As I noted we also unveiled yesterday the Managed Addin Framework (MAF). MAF is necessary realization of the Addin Model architecture. It is included in two assemblies: System.Addin and System.Addin.Contract. These assemblies will ship first with the VSTA product, in the Office 12 timeframe, and then be rolled into the next version of WinFX. So MAF is an integral part of the platform.
So what is in there? There are two important pieces. System.Addin contains what we call the "Loader." The Loader is a fully trusted platform component that is necessary to activate addins and isolate them in their own domains. We solve a bunch of the AppDomain creation and isolation issues illustrated in my earlier post. I will go into great detail on the Loader in a future post.
System.Addin.Contract contains a set of "Contracts" for addin communication. We defined "contract" in our PDC talk yesterday. In COM, a COM interface was, in essence, a contract. However, .NET already has interfaces, so we needed a new, more constrained, term. We chose "contract" because the Indigo -- oops Windows Communication Foundation -- Service Oriented Architecture calls their communication interfaces "contracts". The Contract in WCF and the Contract for MAF are conceptually the same thing -- and in the future they will be exactly the same thing when WCF becomes the ubiquitous remoting infrastructure.

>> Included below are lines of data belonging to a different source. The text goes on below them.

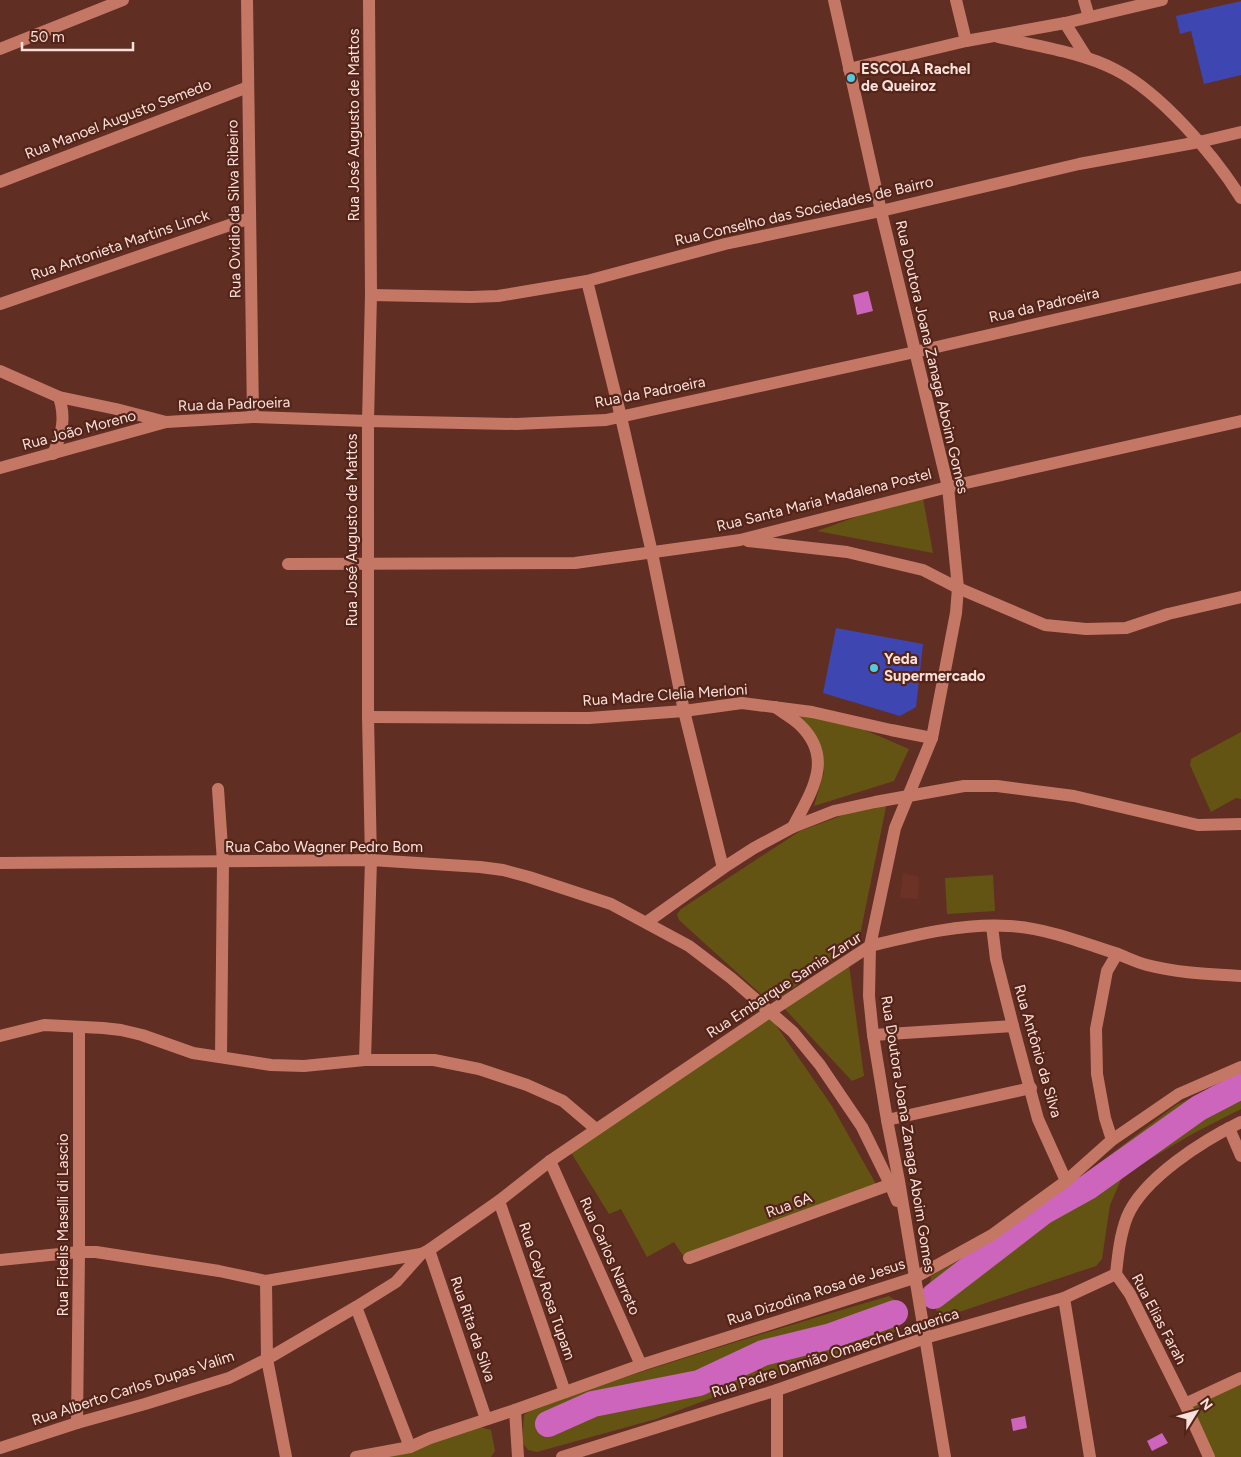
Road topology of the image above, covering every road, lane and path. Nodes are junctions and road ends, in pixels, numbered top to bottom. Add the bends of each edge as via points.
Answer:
1 (123, 0) edge
2 (247, 0) edge
3 (369, 0) edge
4 (834, 0) edge
5 (956, 0) edge
6 (1084, 0) edge
7 (1162, 0) edge
8 (1089, 17) junction
9 (1064, 23) junction
10 (994, 36) junction
11 (966, 41) junction
12 (0, 49) edge
13 (1087, 58) junction
14 (849, 70) junction
15 (248, 87) junction
16 (1241, 132) edge
17 (1199, 142) junction
18 (0, 182) edge
19 (1241, 198) edge
20 (881, 211) junction
21 (250, 218) junction
22 (1241, 277) edge
23 (587, 281) junction
24 (371, 295) junction
25 (0, 304) edge
26 (915, 352) junction
27 (0, 371) edge
28 (59, 397) junction
29 (253, 416) junction
30 (621, 417) junction
31 (1241, 421) edge
32 (166, 422) junction
33 (368, 422) junction
34 (53, 454) junction
35 (0, 468) edge
36 (948, 487) junction
37 (740, 540) junction
38 (652, 553) junction
39 (288, 564) dead end
40 (368, 564) junction
41 (958, 588) junction
42 (1241, 596) edge
43 (773, 706) junction
44 (684, 712) junction
45 (368, 716) junction
46 (932, 738) junction
47 (218, 788) dead end
48 (907, 797) junction
49 (1241, 824) edge
50 (793, 827) junction
51 (371, 860) junction
52 (224, 862) junction
53 (0, 863) edge
54 (723, 868) junction
55 (647, 922) junction
56 (992, 926) junction
57 (870, 946) junction
58 (1117, 954) junction
59 (1241, 976) edge
60 (770, 1011) junction
61 (1013, 1026) junction
62 (79, 1028) junction
63 (873, 1035) junction
64 (0, 1036) edge
65 (221, 1058) junction
66 (365, 1060) junction
67 (1241, 1067) edge
68 (1031, 1088) junction
69 (887, 1120) junction
70 (1235, 1125) edge
71 (596, 1129) junction
72 (1112, 1140) junction
73 (1241, 1156) edge
74 (550, 1161) junction
75 (1066, 1181) junction
76 (895, 1183) junction
77 (499, 1201) junction
78 (80, 1252) junction
79 (425, 1252) junction
80 (689, 1258) dead end
81 (0, 1260) edge
82 (1116, 1274) junction
83 (914, 1278) junction
84 (266, 1281) junction
85 (1064, 1298) junction
86 (356, 1308) junction
87 (925, 1338) junction
88 (267, 1359) junction
89 (641, 1365) junction
90 (1241, 1378) edge
91 (777, 1390) junction
92 (565, 1392) junction
93 (1185, 1404) junction
94 (515, 1410) junction
95 (486, 1420) junction
96 (77, 1423) junction
97 (410, 1447) junction
98 (0, 1448) edge
99 (286, 1457) edge
100 (356, 1457) edge
101 (518, 1457) edge
102 (562, 1457) edge
103 (777, 1457) edge
104 (945, 1457) edge
105 (1090, 1457) edge
106 (1209, 1457) edge

1 - 12 street
2 - 15 street, Rua Ovidio da Silva Ribeiro
3 - 24 street, Rua José Augusto de Mattos
4 - 14 street, Rua Doutora Joana Zanaga Aboim Gomes
5 - 11 street
6 - 8 street
7 - 8 street
8 - 9 street
9 - 10 street
9 - 13 street
10 - 11 street
10 - 13 street
11 - 14 street
13 - 17 street via 1139,84
14 - 20 street, Rua Doutora Joana Zanaga Aboim Gomes
15 - 18 street, Rua Manoel Augusto Semedo
15 - 21 street, Rua Ovidio da Silva Ribeiro
16 - 17 street, Rua Conselho das Sociedades de Bairro
17 - 19 street via 1224,171
17 - 20 street, Rua Conselho das Sociedades de Bairro via 1079,164
20 - 23 street, Rua Conselho das Sociedades de Bairro via 725,244
20 - 26 street, Rua Doutora Joana Zanaga Aboim Gomes
21 - 25 street, Rua Antonieta Martins Linck
21 - 29 street, Rua Ovidio da Silva Ribeiro
22 - 26 street, Rua da Padroeira
23 - 24 street, Rua Conselho das Sociedades de Bairro via 498,296
23 - 30 street
24 - 33 street, Rua José Augusto de Mattos
26 - 30 street, Rua da Padroeira
26 - 36 street, Rua Doutora Joana Zanaga Aboim Gomes
27 - 28 street, Rua da Padroeira
28 - 32 street, Rua da Padroeira
28 - 34 street via 64,424
29 - 32 street, Rua da Padroeira
29 - 33 street, Rua da Padroeira
30 - 33 street, Rua da Padroeira via 516,424
30 - 38 street
31 - 36 street, Rua Santa Maria Madalena Postel
32 - 34 street, Rua João Moreno
33 - 40 street, Rua José Augusto de Mattos
34 - 35 street, Rua João Moreno
36 - 37 street, Rua Santa Maria Madalena Postel
36 - 41 street, Rua Doutora Joana Zanaga Aboim Gomes
37 - 38 street, Rua Santa Maria Madalena Postel
37 - 41 street via 847,552 884,560 923,570
38 - 40 street, Rua Santa Maria Madalena Postel via 575,563
38 - 44 street
39 - 40 street, Rua Santa Maria Madalena Postel
40 - 45 street, Rua José Augusto de Mattos
41 - 42 street via 1045,625 1086,629 1126,628
41 - 46 street, Rua Doutora Joana Zanaga Aboim Gomes
43 - 44 street, Rua Madre Clelia Merloni via 742,703
43 - 46 street, Rua Madre Clelia Merloni
43 - 50 street via 800,725 813,742 819,764 815,786
44 - 45 street, Rua Madre Clelia Merloni via 589,718
44 - 54 street
45 - 51 street, Rua José Augusto de Mattos
46 - 48 street, Rua Doutora Joana Zanaga Aboim Gomes
47 - 52 street
48 - 49 street via 964,786 997,786 1074,796 1198,825
48 - 50 street via 834,811
48 - 57 street, Rua Doutora Joana Zanaga Aboim Gomes via 895,828
50 - 54 street
51 - 52 street, Rua Cabo Wagner Pedro Bom
51 - 55 street, Rua Cabo Wagner Pedro Bom via 503,870 611,904
51 - 66 street, Rua José Augusto de Mattos
52 - 53 street, Rua Cabo Wagner Pedro Bom
52 - 65 street
54 - 55 street
55 - 60 street, Rua Cabo Wagner Pedro Bom via 689,946
56 - 57 street, Rua Embarque Samia Zarur via 918,934
56 - 58 street, Rua Embarque Samia Zarur via 1038,930
56 - 61 street, Rua Antônio da Silva via 996,959
57 - 60 street, Rua Embarque Samia Zarur
57 - 63 street, Rua Doutora Joana Zanaga Aboim Gomes via 869,996
58 - 59 street, Rua Embarque Samia Zarur via 1177,972
58 - 72 street via 1107,971 1096,1028 1098,1074
60 - 71 street, Rua Embarque Samia Zarur
60 - 76 street, Rua Cabo Wagner Pedro Bom via 793,1032 820,1065
61 - 63 street
61 - 68 street, Rua Antônio da Silva
62 - 64 street via 44,1025
62 - 65 street via 121,1030 193,1053
62 - 78 street, Rua Fidelis Maselli di Lascio
63 - 69 street, Rua Doutora Joana Zanaga Aboim Gomes
65 - 66 street via 304,1066
66 - 71 street via 434,1060 479,1069 562,1101
67 - 72 street, Rua Dizodina Rosa de Jesus via 1179,1094
68 - 69 street
68 - 75 street, Rua Antônio da Silva via 1038,1119
69 - 76 street, Rua Doutora Joana Zanaga Aboim Gomes
70 - 73 street
70 - 82 street, Rua Elias Farah via 1185,1154 1134,1202 1121,1240
71 - 74 street, Rua Embarque Samia Zarur
72 - 75 street, Rua Dizodina Rosa de Jesus
74 - 77 street, Rua Embarque Samia Zarur
74 - 89 street, Rua Carlos Narreto
75 - 83 street, Rua Dizodina Rosa de Jesus via 992,1235
76 - 80 street, Rua 6A
76 - 83 street, Rua Doutora Joana Zanaga Aboim Gomes
77 - 79 street, Rua Embarque Samia Zarur
77 - 92 street, Rua Cely Rosa Tupam
78 - 81 street
78 - 84 street via 124,1255
78 - 96 street, Rua Fidelis Maselli di Lascio
79 - 84 street
79 - 86 street, Rua Alberto Carlos Dupas Valim via 396,1282
79 - 95 street, Rua Rita da Silva
82 - 85 street, Rua Padre Damião Omaeche Laquerica
82 - 93 street, Rua Elias Farah via 1130,1294
83 - 87 street, Rua Doutora Joana Zanaga Aboim Gomes
83 - 89 street, Rua Dizodina Rosa de Jesus
84 - 88 street
85 - 87 street, Rua Padre Damião Omaeche Laquerica
85 - 105 street
86 - 88 street, Rua Alberto Carlos Dupas Valim
86 - 97 street
87 - 91 street, Rua Padre Damião Omaeche Laquerica
87 - 104 street, Rua Doutora Joana Zanaga Aboim Gomes
88 - 96 street, Rua Alberto Carlos Dupas Valim via 229,1378
88 - 99 street
89 - 92 street, Rua Dizodina Rosa de Jesus
90 - 93 street
91 - 102 street, Rua Padre Damião Omaeche Laquerica
91 - 103 street
92 - 94 street, Rua Dizodina Rosa de Jesus
93 - 106 street, Rua Elias Farah
94 - 95 street, Rua Dizodina Rosa de Jesus
94 - 101 street
95 - 97 street, Rua Dizodina Rosa de Jesus
96 - 98 street, Rua Alberto Carlos Dupas Valim
97 - 100 street, Rua Dizodina Rosa de Jesus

I will go into vastly more detail in my next post on the reasoning here, when I begin to describe the contents of System.Addin.Contract with IContract. But in brief: contracts are the types that are used to communicate between hosts and addins. A contract can *never* version. Once you publish it you can't change it -- you can always add *new* contracts, but old contracts must stay the same. This allows the pieces on either side (we call them proxies and adapters, I'll go into these later too) to version indepenedently of each other. Contracts are abstract -- no implementation. In practice they are interfaces, but interfaces with more strict rules. Contracts must define a closed system. The only types legal to expose as parameters in contracts are other contracts and primitive types like "string" and "int."
System.Addin.Contract defines a number of contracts to get you started. In fact, the contracts we supply may be all that you require. Next I will write an article on the base contract of all contracts: IContract.